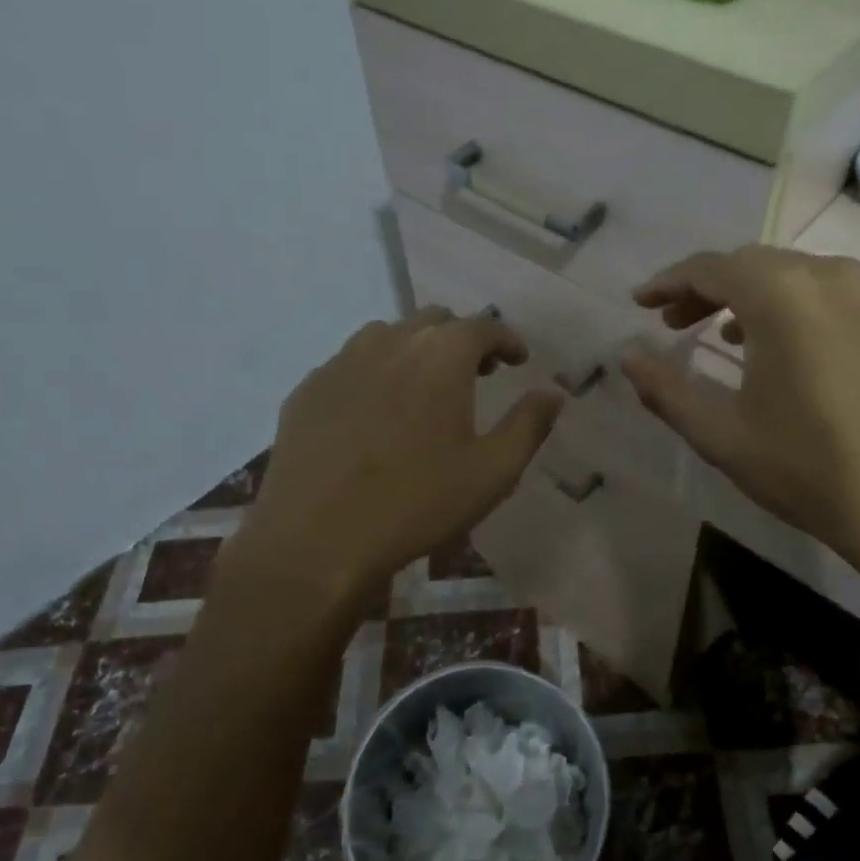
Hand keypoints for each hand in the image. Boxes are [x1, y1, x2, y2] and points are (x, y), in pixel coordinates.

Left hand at [239, 308, 561, 602]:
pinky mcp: (308, 388)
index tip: (518, 360)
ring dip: (416, 350)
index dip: (507, 340)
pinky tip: (375, 412)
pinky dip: (375, 372)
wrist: (315, 539)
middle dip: (462, 340)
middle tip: (477, 374)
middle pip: (434, 321)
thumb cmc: (416, 503)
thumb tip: (551, 392)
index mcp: (440, 355)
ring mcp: (341, 361)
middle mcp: (390, 342)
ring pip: (388, 336)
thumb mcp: (492, 472)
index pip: (483, 327)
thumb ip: (528, 424)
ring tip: (425, 388)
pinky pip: (350, 363)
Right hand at [622, 247, 859, 594]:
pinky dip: (825, 321)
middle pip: (762, 267)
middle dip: (714, 290)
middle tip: (682, 324)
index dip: (670, 283)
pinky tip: (820, 362)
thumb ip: (666, 389)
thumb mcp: (720, 435)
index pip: (712, 268)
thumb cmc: (807, 469)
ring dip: (770, 302)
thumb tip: (628, 358)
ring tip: (744, 339)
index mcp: (784, 294)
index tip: (644, 303)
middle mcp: (840, 277)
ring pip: (814, 281)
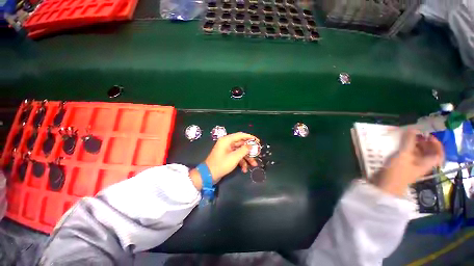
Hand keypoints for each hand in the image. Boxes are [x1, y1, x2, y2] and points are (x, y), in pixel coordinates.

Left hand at [189, 132, 258, 189]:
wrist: (209, 175)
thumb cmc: (221, 164)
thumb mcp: (234, 157)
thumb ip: (244, 150)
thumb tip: (251, 145)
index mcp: (227, 140)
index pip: (241, 135)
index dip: (250, 137)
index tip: (257, 141)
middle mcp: (227, 143)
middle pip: (241, 144)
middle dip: (249, 150)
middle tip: (257, 153)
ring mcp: (227, 150)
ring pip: (240, 151)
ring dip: (246, 158)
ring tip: (254, 165)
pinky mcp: (227, 156)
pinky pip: (236, 156)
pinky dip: (241, 161)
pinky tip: (244, 169)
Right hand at [373, 129, 443, 196]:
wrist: (384, 186)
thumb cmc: (397, 172)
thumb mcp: (403, 155)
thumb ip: (408, 142)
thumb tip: (412, 129)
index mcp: (426, 163)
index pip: (438, 153)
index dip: (436, 144)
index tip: (427, 135)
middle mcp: (421, 164)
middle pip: (428, 152)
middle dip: (423, 142)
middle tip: (414, 134)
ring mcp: (410, 166)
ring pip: (417, 153)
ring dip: (413, 145)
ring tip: (405, 138)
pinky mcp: (401, 166)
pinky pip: (407, 155)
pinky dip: (405, 149)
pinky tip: (397, 146)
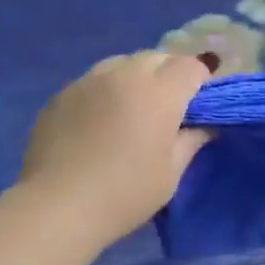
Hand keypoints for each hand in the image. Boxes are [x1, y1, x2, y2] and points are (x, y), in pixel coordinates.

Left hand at [21, 52, 211, 242]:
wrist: (59, 206)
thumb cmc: (126, 194)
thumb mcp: (170, 174)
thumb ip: (191, 142)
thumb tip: (205, 126)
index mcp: (159, 93)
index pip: (190, 66)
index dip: (200, 81)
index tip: (199, 105)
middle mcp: (124, 75)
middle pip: (157, 58)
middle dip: (169, 74)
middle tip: (169, 107)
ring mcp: (88, 81)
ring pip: (121, 63)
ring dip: (136, 77)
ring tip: (132, 109)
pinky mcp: (61, 94)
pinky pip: (93, 81)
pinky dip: (105, 91)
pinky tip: (99, 121)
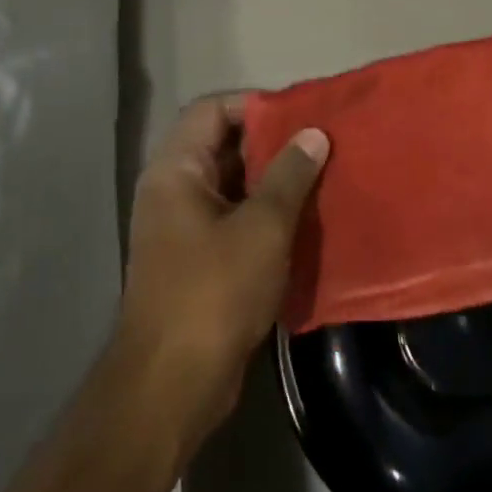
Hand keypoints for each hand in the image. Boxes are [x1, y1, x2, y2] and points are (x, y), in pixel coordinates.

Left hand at [116, 95, 328, 457]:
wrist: (172, 386)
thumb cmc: (214, 292)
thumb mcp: (262, 227)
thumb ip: (290, 174)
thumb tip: (314, 133)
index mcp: (176, 169)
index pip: (212, 110)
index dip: (255, 105)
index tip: (299, 114)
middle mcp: (172, 189)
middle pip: (222, 144)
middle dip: (270, 142)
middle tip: (318, 143)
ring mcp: (182, 226)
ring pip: (231, 183)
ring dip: (271, 179)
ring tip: (319, 175)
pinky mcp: (196, 259)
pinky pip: (232, 217)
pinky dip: (264, 212)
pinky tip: (303, 218)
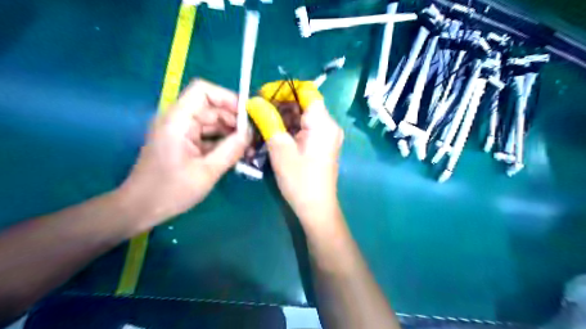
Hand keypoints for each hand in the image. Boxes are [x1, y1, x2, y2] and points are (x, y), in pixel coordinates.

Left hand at [118, 78, 248, 226]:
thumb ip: (231, 149)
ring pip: (212, 122)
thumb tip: (251, 133)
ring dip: (231, 132)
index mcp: (178, 120)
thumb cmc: (171, 191)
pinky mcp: (183, 142)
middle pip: (211, 107)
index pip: (203, 91)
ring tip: (249, 147)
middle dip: (234, 120)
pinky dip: (222, 142)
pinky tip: (236, 153)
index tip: (248, 115)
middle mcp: (178, 120)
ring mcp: (180, 131)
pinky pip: (207, 135)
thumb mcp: (207, 171)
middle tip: (253, 137)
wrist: (140, 208)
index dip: (228, 98)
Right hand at [267, 99, 343, 224]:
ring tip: (261, 124)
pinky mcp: (321, 145)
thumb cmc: (299, 180)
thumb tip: (254, 101)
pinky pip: (304, 128)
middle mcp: (328, 125)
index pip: (306, 91)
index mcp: (323, 123)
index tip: (263, 95)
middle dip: (280, 104)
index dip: (284, 89)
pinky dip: (289, 128)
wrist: (316, 208)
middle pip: (303, 103)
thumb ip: (268, 121)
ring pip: (302, 116)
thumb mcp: (280, 149)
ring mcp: (326, 136)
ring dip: (282, 117)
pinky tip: (273, 134)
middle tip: (257, 111)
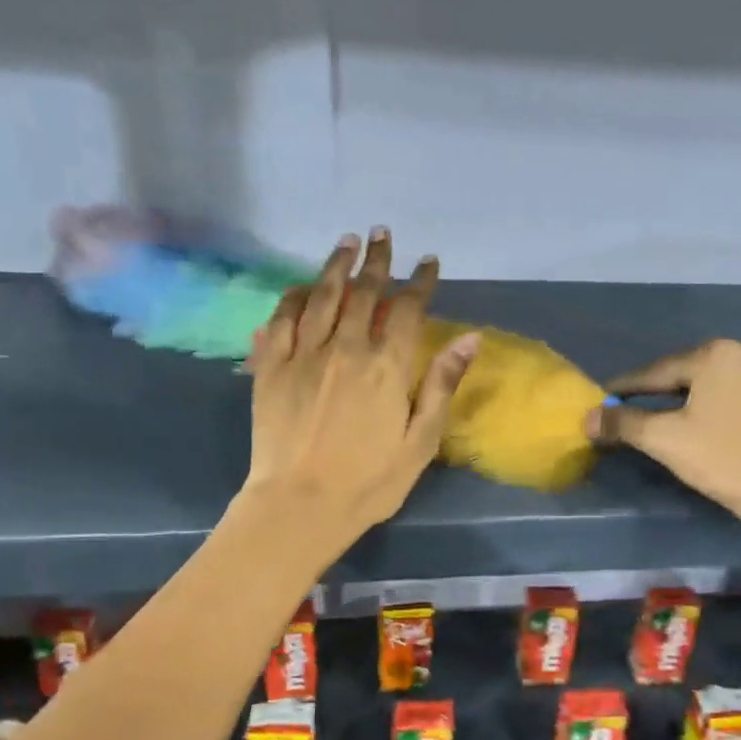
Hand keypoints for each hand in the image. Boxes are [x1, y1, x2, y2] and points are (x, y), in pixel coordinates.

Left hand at [242, 229, 479, 554]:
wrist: (299, 505)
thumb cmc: (369, 481)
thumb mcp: (420, 442)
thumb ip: (441, 385)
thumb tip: (470, 338)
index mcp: (386, 367)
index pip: (408, 309)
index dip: (420, 281)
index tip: (428, 262)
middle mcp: (345, 348)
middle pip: (364, 291)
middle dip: (377, 260)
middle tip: (381, 234)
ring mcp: (304, 354)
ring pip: (322, 295)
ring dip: (336, 265)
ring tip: (346, 242)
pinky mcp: (270, 367)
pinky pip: (282, 319)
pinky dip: (294, 296)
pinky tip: (303, 286)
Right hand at [587, 339, 740, 535]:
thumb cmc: (724, 460)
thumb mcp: (665, 441)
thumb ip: (624, 423)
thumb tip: (588, 417)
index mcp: (717, 357)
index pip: (660, 371)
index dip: (630, 386)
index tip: (610, 395)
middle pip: (701, 376)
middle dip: (676, 393)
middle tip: (656, 413)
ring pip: (739, 390)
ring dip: (719, 404)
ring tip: (706, 428)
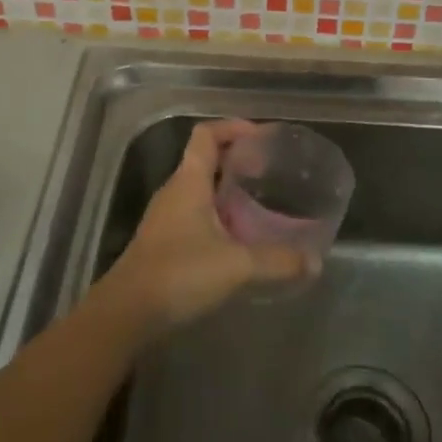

###

=== ABOUT THIS EXERCISE ===
Using the entries above, say how many lines contain the string "Left"; the number is the full reply.

=== TASK ANSWER ===
6